ENEM PPL 2015 - O histórico desafio de se valorizar o professor

Enviada em 20/06/2023

Segundo a Declaração Universal dos Direitos Humanos - criada em 1948 pela Organização das Nações Unidas -, a dignidade é irrestrita. Todavia, a realidade contesta o documento, em razão do histórico desafio de se valorizar o professor obstruir a efetivação da prerrogativa. Desse modo, hão de ser combatidos os agravadores da adversidade: a inércia estatal e o alienamento audiovisual.

De início, quando o aparato governamental se dispuser a atuar contra instrumentos alienantes, haverá o confronto da desvalorização do educador.

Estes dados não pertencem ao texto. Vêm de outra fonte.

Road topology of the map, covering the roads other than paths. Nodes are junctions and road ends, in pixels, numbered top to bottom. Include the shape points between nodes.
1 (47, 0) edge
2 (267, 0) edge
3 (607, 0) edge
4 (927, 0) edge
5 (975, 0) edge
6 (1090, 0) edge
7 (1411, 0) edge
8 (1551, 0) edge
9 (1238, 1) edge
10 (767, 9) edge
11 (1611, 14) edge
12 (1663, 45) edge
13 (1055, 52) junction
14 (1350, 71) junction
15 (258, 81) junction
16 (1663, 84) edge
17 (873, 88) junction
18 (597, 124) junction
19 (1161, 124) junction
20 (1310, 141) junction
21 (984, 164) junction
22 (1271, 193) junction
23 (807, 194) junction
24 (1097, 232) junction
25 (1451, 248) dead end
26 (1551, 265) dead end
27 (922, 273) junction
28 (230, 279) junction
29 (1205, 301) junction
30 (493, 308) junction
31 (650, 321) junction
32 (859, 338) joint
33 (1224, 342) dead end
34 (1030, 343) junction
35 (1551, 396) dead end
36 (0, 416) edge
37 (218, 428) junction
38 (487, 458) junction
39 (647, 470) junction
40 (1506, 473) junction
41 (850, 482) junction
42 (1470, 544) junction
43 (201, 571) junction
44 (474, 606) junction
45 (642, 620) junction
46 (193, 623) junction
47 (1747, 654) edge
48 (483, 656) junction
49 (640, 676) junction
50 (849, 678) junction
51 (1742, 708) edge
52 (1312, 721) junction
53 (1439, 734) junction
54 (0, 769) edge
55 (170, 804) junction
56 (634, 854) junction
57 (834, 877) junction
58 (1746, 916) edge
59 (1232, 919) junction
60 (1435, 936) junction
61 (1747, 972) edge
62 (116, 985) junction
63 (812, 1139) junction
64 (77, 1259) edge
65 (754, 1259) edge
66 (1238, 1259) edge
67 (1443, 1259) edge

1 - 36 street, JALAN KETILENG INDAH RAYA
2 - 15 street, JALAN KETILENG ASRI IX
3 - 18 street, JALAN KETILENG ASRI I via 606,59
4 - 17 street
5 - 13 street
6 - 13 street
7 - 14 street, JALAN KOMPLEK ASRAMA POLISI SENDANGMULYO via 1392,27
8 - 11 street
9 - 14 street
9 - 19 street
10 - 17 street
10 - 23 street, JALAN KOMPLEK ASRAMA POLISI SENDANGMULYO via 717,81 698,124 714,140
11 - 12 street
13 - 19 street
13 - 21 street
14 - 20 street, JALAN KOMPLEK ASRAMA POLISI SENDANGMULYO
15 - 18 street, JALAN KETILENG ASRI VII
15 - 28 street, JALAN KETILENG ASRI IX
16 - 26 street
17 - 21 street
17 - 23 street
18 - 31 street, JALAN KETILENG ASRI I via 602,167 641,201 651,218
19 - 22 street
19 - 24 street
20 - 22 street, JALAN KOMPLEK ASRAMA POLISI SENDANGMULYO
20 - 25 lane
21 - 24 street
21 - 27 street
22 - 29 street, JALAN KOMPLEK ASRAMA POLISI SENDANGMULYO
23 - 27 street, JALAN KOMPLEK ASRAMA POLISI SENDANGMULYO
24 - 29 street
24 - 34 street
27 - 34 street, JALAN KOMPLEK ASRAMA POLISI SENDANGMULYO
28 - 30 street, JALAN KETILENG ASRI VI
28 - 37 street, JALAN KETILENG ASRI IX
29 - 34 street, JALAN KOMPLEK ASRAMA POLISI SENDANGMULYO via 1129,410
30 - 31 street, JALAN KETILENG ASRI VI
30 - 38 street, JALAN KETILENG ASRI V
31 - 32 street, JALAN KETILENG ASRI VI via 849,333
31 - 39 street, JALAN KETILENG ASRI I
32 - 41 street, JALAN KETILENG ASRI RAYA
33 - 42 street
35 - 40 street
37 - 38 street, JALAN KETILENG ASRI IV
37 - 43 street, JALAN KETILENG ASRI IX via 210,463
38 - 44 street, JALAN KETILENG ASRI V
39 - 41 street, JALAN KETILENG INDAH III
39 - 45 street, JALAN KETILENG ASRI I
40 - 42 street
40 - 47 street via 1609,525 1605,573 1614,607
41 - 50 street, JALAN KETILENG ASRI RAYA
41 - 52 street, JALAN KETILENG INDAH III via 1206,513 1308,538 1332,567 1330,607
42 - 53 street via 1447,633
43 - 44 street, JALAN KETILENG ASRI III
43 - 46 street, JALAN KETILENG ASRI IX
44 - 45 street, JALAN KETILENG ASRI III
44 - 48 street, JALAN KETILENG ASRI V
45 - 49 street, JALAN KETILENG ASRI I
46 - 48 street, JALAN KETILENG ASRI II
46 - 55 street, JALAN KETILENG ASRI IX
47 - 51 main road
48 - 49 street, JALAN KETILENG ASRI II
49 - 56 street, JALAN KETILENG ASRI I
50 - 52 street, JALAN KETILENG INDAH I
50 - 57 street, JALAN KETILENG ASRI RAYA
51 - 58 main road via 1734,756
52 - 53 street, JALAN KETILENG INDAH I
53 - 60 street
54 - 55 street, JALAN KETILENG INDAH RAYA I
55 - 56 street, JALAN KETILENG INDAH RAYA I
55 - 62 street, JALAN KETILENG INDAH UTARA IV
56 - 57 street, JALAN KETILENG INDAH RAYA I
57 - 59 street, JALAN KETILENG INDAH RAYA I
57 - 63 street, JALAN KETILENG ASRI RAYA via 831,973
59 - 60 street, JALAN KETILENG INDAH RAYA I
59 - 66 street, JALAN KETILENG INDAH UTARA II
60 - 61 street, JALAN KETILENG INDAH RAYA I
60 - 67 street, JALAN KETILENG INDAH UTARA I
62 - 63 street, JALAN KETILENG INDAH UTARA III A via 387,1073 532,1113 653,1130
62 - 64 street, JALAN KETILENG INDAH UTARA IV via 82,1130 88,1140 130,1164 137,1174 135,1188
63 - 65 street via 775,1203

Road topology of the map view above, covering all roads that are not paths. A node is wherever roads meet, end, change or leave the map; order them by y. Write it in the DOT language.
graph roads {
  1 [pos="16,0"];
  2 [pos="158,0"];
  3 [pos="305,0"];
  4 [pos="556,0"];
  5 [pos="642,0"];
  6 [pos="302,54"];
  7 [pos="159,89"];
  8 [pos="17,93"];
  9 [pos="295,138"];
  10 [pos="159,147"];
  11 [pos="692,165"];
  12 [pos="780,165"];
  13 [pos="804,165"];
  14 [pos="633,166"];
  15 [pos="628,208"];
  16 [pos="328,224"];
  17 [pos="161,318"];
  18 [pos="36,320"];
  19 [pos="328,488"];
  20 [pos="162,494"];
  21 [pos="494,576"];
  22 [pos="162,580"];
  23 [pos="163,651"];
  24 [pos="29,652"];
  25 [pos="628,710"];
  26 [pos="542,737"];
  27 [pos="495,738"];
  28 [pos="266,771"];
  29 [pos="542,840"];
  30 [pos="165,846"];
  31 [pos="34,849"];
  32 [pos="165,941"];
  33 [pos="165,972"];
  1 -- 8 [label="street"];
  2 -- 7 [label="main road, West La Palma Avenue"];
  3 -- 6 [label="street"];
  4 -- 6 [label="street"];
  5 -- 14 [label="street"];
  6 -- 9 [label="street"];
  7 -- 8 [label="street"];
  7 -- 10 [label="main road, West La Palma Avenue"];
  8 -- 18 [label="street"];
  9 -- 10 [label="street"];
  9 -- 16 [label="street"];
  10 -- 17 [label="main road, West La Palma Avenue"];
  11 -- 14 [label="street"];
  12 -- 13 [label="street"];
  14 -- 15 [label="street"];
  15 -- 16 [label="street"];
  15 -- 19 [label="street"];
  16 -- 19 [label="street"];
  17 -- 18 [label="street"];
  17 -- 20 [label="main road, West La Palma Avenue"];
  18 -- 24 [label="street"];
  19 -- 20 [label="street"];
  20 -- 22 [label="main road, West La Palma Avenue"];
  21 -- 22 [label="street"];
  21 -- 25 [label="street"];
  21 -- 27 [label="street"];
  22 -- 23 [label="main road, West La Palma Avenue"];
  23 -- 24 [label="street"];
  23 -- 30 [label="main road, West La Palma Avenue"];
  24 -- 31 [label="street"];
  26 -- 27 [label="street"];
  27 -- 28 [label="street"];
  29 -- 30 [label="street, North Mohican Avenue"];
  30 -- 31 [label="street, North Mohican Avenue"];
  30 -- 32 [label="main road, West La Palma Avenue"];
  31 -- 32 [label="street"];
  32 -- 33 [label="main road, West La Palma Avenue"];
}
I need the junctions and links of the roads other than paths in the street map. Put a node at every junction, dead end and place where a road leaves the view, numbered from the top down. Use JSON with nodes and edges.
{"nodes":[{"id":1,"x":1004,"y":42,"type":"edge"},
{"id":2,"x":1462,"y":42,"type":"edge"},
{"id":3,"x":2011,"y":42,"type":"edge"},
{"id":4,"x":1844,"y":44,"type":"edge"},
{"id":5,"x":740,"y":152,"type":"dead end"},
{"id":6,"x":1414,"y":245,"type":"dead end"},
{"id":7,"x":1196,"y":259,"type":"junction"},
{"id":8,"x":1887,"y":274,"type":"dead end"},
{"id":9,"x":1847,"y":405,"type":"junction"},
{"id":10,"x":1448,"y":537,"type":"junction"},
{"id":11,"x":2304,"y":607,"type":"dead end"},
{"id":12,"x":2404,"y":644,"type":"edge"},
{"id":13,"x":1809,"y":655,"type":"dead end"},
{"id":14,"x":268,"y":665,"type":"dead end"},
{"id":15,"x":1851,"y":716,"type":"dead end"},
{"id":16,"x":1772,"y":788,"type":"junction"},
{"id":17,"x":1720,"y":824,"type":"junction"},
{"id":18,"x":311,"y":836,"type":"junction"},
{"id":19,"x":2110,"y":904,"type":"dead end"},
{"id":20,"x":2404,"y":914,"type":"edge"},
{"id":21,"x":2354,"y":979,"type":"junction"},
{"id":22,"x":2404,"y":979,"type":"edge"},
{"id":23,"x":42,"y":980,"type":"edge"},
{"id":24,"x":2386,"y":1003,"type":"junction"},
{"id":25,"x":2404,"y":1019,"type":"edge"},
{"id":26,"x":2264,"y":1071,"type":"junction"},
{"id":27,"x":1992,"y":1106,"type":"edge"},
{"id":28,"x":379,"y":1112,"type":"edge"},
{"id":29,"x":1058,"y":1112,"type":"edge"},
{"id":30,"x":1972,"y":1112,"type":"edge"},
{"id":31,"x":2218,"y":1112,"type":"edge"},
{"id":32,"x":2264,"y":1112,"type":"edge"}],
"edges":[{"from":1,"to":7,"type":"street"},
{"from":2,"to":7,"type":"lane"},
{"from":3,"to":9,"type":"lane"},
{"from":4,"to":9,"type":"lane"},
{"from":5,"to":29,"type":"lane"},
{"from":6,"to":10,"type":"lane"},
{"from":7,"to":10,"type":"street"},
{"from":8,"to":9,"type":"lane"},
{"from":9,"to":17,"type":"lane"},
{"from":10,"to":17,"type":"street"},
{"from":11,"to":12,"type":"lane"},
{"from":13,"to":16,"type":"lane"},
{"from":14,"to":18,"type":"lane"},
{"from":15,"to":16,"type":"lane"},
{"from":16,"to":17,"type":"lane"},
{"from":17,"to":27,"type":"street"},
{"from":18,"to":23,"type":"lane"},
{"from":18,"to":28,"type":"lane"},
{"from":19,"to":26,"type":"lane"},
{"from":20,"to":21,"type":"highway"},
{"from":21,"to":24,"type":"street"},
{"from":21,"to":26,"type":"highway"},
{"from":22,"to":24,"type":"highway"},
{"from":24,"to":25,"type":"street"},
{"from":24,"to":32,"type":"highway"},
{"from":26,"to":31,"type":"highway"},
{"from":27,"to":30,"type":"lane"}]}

Nesse viés, a Carta Magna - norma jurídica soberana - visa democratizar garantias fundamentais. Entretanto, o Poder Público carece de ações tangentes ao seu papel de protetor da sociedade, em vista da qualidade existencial dos professores seguir precária, por limitantes que vão desde o desrespeito, até a invisibilidade do imbróglio. Dessarte, enquanto a omissão do Estado se mantiver, acarretará gravíssimas consequências, como a subalternização desse aspecto, pois essa indiferença impossibilita democratizar a dignidade.

Ademais, a mídia desempenha uma contraproducente função no que concerne ao propósito de valorizar o profissional da educação. Nesse contexto, a Escola de Frankfurt, com a teoria da “Indústria Cultural”, discorre acerca da massificação do meio coletivo – mediante o empobrecimento dos conteúdos apresentados - para criar um corpo social acrítico. Por esse prisma, apesar de criar uma nação fictícia com casos isolados, a danosa ideia é constatada ao se analisar os raros debates amplos. Destarte, o jornalismo permanece como ocasionador da problemática, ou seja: fere os princípios da Constituição Cidadã.

Logo, em virtude da inércia estatal, e o alienamento audiovisual, ações devem ser executadas. Portanto, urge ao Ministério das Comunicações - regulador do sistema midiático - promover maior visibilidade aos anseios dos professores, por meio de reportagens, para expor o panorama da sua importância no Brasil. Dessa forma, se o Estado eliminar abordagens enviesadas, a dignidade prevista na Declaração Universal dos Direitos Humanos será alcançada.